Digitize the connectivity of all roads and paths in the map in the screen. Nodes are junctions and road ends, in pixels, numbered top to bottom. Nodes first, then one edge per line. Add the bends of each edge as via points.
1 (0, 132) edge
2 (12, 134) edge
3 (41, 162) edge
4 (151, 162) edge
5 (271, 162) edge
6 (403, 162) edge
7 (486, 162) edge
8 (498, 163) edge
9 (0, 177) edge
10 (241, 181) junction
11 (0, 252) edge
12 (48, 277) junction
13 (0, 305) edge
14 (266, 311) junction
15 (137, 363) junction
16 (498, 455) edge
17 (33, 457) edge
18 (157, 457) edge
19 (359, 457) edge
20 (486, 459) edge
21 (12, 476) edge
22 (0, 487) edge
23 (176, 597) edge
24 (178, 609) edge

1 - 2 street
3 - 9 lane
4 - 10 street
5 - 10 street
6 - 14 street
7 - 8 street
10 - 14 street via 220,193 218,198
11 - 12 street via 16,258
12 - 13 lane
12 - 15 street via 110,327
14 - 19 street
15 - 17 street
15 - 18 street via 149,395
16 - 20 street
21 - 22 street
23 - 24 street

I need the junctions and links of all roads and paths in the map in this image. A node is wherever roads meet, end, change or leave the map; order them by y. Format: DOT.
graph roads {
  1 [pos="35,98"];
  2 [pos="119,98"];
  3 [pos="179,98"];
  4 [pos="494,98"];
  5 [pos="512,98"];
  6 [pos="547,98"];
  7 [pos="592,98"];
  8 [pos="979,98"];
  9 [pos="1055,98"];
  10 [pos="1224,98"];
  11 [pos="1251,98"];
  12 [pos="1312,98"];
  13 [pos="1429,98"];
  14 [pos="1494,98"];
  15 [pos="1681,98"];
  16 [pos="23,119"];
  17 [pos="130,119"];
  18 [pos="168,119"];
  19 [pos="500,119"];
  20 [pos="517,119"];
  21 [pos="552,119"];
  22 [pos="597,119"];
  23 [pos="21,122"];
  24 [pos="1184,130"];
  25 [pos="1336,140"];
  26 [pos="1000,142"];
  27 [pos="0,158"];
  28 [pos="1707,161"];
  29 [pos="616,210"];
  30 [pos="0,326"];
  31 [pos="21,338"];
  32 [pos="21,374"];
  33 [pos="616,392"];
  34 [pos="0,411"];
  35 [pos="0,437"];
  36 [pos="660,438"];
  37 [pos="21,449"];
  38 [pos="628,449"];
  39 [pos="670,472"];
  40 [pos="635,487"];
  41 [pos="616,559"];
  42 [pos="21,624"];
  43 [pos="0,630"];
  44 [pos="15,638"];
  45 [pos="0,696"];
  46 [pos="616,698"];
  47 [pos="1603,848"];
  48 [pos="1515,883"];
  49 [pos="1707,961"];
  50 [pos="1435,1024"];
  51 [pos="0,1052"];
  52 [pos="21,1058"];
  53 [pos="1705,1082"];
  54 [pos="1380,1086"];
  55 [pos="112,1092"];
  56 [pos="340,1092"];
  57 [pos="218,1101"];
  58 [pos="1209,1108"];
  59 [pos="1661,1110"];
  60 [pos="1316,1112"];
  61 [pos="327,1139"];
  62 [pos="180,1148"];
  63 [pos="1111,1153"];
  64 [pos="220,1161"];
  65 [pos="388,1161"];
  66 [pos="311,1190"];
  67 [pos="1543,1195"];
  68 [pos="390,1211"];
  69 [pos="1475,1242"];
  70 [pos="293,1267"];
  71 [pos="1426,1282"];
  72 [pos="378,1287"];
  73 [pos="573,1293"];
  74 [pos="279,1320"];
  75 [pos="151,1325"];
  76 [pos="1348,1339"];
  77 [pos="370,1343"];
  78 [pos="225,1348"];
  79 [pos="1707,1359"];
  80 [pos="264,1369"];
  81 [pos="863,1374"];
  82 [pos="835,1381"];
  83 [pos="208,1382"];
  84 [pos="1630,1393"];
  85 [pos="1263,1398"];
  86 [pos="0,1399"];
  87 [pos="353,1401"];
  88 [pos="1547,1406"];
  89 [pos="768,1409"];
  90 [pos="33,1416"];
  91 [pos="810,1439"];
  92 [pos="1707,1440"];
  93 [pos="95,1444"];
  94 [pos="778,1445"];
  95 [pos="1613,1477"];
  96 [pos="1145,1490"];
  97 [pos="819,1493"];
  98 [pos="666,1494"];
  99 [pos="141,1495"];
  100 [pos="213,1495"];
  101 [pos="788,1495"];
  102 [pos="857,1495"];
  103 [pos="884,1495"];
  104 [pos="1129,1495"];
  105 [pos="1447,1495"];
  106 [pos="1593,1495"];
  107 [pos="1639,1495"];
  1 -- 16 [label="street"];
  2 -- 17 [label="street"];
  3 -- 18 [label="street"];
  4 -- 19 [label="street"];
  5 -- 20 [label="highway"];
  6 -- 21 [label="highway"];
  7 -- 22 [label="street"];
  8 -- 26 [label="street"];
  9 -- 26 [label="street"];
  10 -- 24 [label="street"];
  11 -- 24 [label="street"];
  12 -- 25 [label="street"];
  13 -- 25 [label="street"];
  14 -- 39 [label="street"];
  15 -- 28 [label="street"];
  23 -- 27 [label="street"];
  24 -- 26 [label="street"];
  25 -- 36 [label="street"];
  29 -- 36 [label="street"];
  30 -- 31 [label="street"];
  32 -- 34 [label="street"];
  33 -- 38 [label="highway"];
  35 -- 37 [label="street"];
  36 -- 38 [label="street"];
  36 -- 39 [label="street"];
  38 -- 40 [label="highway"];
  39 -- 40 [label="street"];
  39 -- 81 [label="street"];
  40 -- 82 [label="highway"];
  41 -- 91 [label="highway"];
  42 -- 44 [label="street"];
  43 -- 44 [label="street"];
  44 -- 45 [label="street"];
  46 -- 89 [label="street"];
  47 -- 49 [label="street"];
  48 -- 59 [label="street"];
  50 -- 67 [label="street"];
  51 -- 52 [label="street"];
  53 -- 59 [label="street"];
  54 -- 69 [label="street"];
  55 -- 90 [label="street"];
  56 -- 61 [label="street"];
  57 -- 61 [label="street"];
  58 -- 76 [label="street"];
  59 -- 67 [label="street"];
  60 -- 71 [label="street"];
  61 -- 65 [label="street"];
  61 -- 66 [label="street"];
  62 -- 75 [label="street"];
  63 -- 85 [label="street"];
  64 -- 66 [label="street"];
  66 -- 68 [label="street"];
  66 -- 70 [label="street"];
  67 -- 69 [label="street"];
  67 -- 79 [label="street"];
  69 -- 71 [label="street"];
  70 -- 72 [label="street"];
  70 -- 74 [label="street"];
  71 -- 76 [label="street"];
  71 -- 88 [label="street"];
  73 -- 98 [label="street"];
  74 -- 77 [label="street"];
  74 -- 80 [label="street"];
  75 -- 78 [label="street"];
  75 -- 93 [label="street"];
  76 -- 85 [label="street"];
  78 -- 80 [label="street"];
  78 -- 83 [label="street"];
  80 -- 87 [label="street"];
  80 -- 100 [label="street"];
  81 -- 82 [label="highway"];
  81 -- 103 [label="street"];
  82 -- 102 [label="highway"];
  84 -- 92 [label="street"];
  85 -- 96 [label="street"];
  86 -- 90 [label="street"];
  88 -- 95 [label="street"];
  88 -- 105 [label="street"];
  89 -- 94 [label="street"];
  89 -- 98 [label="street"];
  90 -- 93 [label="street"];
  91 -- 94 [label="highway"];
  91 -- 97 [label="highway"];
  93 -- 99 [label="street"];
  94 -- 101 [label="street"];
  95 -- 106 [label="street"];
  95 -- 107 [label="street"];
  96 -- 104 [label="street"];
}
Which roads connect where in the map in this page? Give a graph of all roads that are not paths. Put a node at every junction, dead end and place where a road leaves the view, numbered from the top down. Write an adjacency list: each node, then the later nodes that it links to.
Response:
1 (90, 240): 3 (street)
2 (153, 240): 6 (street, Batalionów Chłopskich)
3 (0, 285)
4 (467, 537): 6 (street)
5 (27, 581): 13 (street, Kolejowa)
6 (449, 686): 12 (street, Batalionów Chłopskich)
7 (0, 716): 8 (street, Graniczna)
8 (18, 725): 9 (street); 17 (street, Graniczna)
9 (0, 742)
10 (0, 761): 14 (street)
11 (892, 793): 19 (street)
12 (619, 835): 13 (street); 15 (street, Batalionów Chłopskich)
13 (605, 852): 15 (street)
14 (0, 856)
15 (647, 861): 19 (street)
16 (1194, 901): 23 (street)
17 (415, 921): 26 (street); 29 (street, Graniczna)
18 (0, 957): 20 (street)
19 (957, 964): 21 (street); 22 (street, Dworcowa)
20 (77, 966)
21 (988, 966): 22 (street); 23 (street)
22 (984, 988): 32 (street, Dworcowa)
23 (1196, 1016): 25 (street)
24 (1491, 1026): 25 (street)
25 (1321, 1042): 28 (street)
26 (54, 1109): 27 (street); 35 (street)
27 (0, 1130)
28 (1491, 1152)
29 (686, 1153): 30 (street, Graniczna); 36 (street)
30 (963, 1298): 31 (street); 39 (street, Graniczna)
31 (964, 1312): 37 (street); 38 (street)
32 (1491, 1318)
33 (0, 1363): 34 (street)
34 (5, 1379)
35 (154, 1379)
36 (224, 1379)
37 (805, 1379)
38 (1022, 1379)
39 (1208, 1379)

▶ **Exercise details**
Wherever the word "this" appears in the records above, copy that line.

▶ **Exercise result**
I need the junctions and links of all roads and paths in the map in this image. A node is wherever roads meet, end, change or leave the map; order them by y. Format: DOT.
Which roads connect where in the map in this page? Give a graph of all roads that are not paths. Put a node at every junction, dead end and place where a road leaves the view, numbered from the top down. Write an adjacency list: each node, then the later nodes that it links to.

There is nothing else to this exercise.